Skeletal landmark data
*** Block opens ***

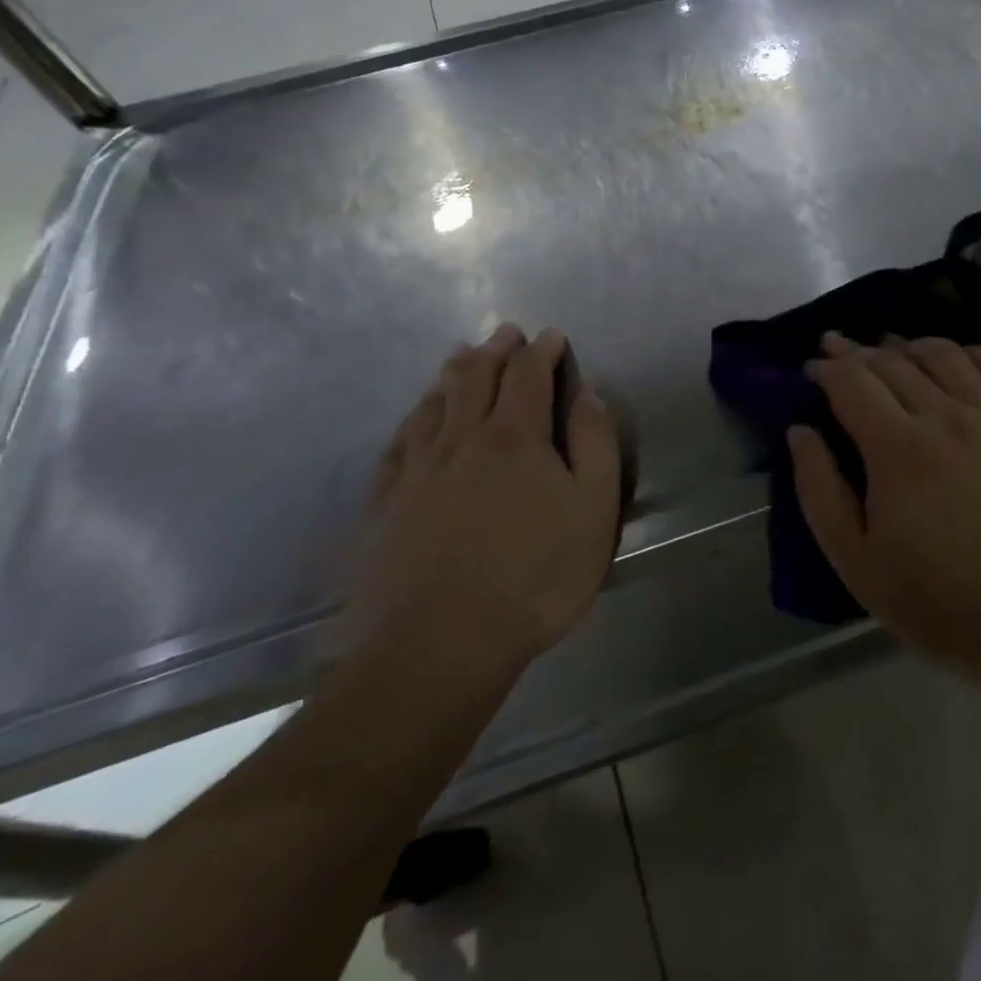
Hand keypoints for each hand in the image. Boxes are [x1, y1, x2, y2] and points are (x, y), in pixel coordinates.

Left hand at [343, 326, 621, 710]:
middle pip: (475, 378)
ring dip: (452, 374)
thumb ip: (595, 443)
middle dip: (495, 350)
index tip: (551, 337)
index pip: (528, 375)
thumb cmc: (535, 577)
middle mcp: (462, 440)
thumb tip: (587, 393)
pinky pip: (398, 443)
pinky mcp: (385, 505)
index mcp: (515, 437)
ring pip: (433, 404)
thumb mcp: (594, 509)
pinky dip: (413, 417)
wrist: (437, 646)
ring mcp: (417, 471)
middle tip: (505, 333)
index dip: (541, 351)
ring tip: (461, 357)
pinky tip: (416, 417)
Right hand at [789, 334, 980, 684]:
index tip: (812, 368)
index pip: (852, 382)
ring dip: (909, 345)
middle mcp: (947, 417)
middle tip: (839, 348)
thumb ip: (819, 490)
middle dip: (858, 351)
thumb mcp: (856, 562)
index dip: (827, 368)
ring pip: (945, 355)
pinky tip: (958, 357)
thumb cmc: (938, 601)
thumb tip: (799, 431)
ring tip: (892, 349)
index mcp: (898, 449)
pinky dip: (973, 353)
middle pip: (893, 362)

*** Block closes ***

# Requirement
Nothing but the records themselves, exact and complete, should be returned; leave the pictures out.

# Solution below
Hand keypoints for each hand in the image. Boxes are [x1, y1, x2, y2] and points are (x, y), in pixel coordinates.

Left hand at [343, 326, 621, 710]:
middle pip: (475, 378)
ring dip: (452, 374)
thumb ip: (595, 443)
middle dip: (495, 350)
index tip: (551, 337)
index pip: (528, 375)
thumb cmc: (535, 577)
middle mcp: (462, 440)
thumb tip: (587, 393)
pinky pip: (398, 443)
pinky mcp: (385, 505)
index mcp: (515, 437)
ring pip: (433, 404)
thumb mcp: (594, 509)
pinky dip: (413, 417)
wrist: (437, 646)
ring mcp: (417, 471)
middle tip: (505, 333)
index dip: (541, 351)
ring tip: (461, 357)
pinky tip: (416, 417)
Right hand at [789, 334, 980, 684]:
index tip: (812, 368)
index pip: (852, 382)
ring dip: (909, 345)
middle mcp: (947, 417)
middle tip: (839, 348)
thumb ip: (819, 490)
middle dip: (858, 351)
thumb mcp: (856, 562)
index dip: (827, 368)
ring pip: (945, 355)
pinky tip: (958, 357)
thumb cmc: (938, 601)
thumb tip: (799, 431)
ring tip: (892, 349)
index mcp: (898, 449)
pinky dip: (973, 353)
middle pip: (893, 362)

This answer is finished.